- Born: 13 January 1986 (age 40) Tromsø, Norway
- Education: University of Oslo;
- Years active: 2018–present

= Eline Arbo =

Norwegian theatre director and playwright (born 1986)

Eline Arbo (born 13 January 1986) is a Norwegian theatre director and playwright. As of 2023, she is Artistic Director of the Internationaal Theater Amsterdam (ITA). For the London production of The Years, which she adapted and directed, Arbo won the Laurence Olivier Award for Best Director.

==Early life==
Arbo was born in Tromsø, her father a sociologist and her mother an artist. She graduated from the University of Oslo with a degree in Theatre Studies. She then took a directing course at the Academy of Theatre and Dance in Amsterdam. She also learned Dutch.

==Career==
Arbo debut work was an adaptation of Johann Wolfgang Goethe's classic coming-of-age novel The Sorrows of Young Werther with Toneelschuur Producties. Its staging at the 2018 Dutch Theatre Festival won Arbo the 2018 BNG Bank Theatre Prize. In Norway, Arbo directed Henrik Ibsen's Hærmennene på Helgeland at the 2018 Ibsen Festival. This was followed in 2019 by Ibsen's Peer Gynt at Tromsø's Hålogaland Teater as well as The Revolutionaries, based on the ideas of Albert Camus, and Roland Schimmelpfennig's Black Water. She directed an adaptation of Édouard Louis' The End of Eddy. For the latter, she won VSCD Directors' Award at the 2020 Dutch Theatre Festival and the Theatre Viewers Award. She later brought The End of Eddy to the Edinburgh Fringe Festival. Also in 2020, Arbo directed Anton Chekhov's Three Sisters commissioned by Toneelschuur, for which she won the 2021 Mary Dresselhuys Prize.
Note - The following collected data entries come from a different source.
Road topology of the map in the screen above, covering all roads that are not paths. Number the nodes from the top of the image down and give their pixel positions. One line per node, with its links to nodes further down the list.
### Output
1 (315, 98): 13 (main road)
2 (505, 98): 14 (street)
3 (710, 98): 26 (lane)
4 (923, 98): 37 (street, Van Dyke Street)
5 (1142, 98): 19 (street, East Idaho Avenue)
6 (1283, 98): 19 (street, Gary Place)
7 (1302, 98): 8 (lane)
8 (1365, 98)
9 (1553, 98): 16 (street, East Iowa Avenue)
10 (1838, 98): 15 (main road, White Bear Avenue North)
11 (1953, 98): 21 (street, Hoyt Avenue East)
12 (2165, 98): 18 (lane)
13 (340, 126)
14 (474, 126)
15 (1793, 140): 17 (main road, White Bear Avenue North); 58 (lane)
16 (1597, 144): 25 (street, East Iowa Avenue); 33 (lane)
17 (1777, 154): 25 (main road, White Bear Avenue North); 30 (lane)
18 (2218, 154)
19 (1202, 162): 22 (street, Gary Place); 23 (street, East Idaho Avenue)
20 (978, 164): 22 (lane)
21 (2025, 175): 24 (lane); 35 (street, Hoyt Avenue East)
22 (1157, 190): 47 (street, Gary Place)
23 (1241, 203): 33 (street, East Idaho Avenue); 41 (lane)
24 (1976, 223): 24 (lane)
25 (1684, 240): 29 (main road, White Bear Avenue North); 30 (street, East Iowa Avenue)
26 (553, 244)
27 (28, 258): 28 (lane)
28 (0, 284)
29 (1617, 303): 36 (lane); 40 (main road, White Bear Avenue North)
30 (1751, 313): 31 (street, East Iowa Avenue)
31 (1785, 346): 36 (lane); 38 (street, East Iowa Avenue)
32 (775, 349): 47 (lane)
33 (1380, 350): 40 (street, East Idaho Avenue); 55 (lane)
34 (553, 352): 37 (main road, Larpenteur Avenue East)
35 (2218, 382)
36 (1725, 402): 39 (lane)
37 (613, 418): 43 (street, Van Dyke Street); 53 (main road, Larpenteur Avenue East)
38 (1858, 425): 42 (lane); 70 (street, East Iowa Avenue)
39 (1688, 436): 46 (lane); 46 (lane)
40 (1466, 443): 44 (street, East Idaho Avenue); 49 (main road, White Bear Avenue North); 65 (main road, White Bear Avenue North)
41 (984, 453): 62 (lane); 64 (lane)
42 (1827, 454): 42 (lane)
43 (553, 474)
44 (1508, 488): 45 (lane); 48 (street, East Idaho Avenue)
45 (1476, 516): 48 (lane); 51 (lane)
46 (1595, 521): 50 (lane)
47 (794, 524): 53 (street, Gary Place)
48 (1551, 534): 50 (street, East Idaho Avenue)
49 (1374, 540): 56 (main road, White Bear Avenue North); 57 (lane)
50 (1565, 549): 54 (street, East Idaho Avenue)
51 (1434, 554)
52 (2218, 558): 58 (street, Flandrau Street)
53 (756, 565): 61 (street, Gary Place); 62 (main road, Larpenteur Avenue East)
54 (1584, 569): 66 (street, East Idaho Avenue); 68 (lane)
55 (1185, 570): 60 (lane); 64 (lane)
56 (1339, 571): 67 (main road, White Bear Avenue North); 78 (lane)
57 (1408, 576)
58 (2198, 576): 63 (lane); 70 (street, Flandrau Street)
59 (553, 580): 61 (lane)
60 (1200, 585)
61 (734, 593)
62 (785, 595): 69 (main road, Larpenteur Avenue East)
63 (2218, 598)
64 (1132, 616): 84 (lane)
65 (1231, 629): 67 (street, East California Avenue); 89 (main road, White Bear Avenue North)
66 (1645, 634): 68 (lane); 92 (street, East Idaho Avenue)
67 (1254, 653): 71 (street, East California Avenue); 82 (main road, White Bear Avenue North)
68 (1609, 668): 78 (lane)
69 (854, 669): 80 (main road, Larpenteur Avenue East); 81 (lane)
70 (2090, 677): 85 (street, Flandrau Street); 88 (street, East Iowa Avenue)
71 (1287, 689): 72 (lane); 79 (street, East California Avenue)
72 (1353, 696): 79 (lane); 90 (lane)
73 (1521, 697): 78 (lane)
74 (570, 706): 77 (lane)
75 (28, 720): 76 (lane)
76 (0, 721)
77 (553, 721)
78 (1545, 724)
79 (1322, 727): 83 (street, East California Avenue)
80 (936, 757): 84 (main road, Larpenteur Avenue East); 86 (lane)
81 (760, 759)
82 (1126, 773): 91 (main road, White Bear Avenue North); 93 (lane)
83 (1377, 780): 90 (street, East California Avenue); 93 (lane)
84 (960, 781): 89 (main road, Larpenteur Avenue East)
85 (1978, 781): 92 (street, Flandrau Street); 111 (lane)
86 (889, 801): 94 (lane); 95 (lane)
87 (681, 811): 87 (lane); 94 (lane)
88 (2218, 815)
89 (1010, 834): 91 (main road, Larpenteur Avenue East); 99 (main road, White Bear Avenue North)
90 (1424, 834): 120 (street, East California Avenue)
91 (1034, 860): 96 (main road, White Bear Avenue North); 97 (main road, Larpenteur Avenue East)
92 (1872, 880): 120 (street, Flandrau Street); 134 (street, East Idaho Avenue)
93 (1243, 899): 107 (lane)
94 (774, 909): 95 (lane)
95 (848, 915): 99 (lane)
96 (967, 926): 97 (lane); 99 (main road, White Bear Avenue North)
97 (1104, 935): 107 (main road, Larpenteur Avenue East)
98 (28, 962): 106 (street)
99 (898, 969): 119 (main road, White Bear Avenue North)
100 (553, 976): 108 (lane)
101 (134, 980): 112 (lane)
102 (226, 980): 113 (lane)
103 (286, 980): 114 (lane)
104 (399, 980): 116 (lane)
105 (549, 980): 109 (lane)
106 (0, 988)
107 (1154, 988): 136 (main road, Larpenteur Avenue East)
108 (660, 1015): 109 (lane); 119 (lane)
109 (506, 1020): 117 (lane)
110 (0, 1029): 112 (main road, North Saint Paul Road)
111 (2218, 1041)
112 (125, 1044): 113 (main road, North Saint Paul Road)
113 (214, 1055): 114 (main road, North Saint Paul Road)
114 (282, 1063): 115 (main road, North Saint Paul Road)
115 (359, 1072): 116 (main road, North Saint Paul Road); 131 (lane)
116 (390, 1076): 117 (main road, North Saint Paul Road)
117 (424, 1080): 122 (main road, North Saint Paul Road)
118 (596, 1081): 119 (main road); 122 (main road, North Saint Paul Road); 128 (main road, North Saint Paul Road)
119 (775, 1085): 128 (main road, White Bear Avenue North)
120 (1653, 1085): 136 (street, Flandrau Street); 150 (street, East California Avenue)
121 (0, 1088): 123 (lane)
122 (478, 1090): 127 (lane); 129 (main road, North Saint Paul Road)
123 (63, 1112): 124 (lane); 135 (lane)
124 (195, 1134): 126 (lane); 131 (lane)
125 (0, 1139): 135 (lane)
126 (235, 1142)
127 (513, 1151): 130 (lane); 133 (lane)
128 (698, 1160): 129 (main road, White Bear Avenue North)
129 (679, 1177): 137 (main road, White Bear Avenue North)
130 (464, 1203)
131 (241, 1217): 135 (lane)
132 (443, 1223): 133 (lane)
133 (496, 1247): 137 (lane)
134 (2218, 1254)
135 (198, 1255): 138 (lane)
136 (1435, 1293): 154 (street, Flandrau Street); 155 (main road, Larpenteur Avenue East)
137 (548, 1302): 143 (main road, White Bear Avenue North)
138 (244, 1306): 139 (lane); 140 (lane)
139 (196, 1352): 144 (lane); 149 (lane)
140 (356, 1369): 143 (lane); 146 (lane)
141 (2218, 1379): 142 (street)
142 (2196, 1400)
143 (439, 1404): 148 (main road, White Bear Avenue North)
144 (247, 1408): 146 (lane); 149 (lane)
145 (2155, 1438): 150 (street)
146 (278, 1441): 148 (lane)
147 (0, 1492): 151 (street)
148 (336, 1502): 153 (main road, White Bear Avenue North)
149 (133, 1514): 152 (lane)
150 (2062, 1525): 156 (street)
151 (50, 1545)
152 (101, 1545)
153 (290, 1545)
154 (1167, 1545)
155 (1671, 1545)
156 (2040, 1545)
In 2021, Arbo directed Friedrich Schiller's Mary Stuart at the Rogaland Teater in Stavanger and an adaptation of Michael Cunningham's The Hours (2021) (De Uren) at the ITA. She later made a Danish version of The Hours titled Timerne at the Royal Playhouse in Copenhagen. Arbo also adapted Charlotte Brontë's Jane Eyre for the National Theatre Oslo.

In 2022, Arbo adapted Annie Ernaux's memoir The Years for stage, which premiered at the Het Nationale Theater in The Hague. An English adaptation of The Years premiered at London's Almeida Theatre in 2024 before having a run at the Harold Pinter Theatre, marking Arbo's West End debut. For her direction, Arbo won the Laurence Olivier Award for Best Director. The production also received a nomination for Laurence Olivier Award for Best New Play among other accolades.

Arbo started working as an associate with Ivo van Hove, Artistic Director of the Internationaal Theater Amsterdam (ITA) in 2022. In 2023, Arbo was appointed Artistic Director of the ITA, taking over from van Hove, who had served in the position for 22 years. She was also appointed Ibsen Artist in Residence, supported by the Philip Loubser Foundation. Arbo's debut work with the ITA was Heinrich von Kleist's Penthesilea. This was followed by the Dutch production of Suzie Miller's Prima Facie, an adaptation of Lars von Trier's Melancholia in The Hague, and Connie Palmen's The Laws. She collaborated with the National Theatre Oslo on Haugtussa, incorporating the works of composer Edvard Greig.

==Artistry==
Arbo's theatre-making style often takes an "innovative" approach to both classic works and more modern novels. She incorporates live music cues into her staging, making the plays she directs feel like "rock concerts", as well as elaborate sets.

==Personal life==
Arbo is in a relationship with Dutch composer Thijs van Vuure.

==In media==
Arbo was the subject of a 2025 short documentary film directed by Marjoleine Boonstra titled The Storm Within as part of the Ammodo Docs series.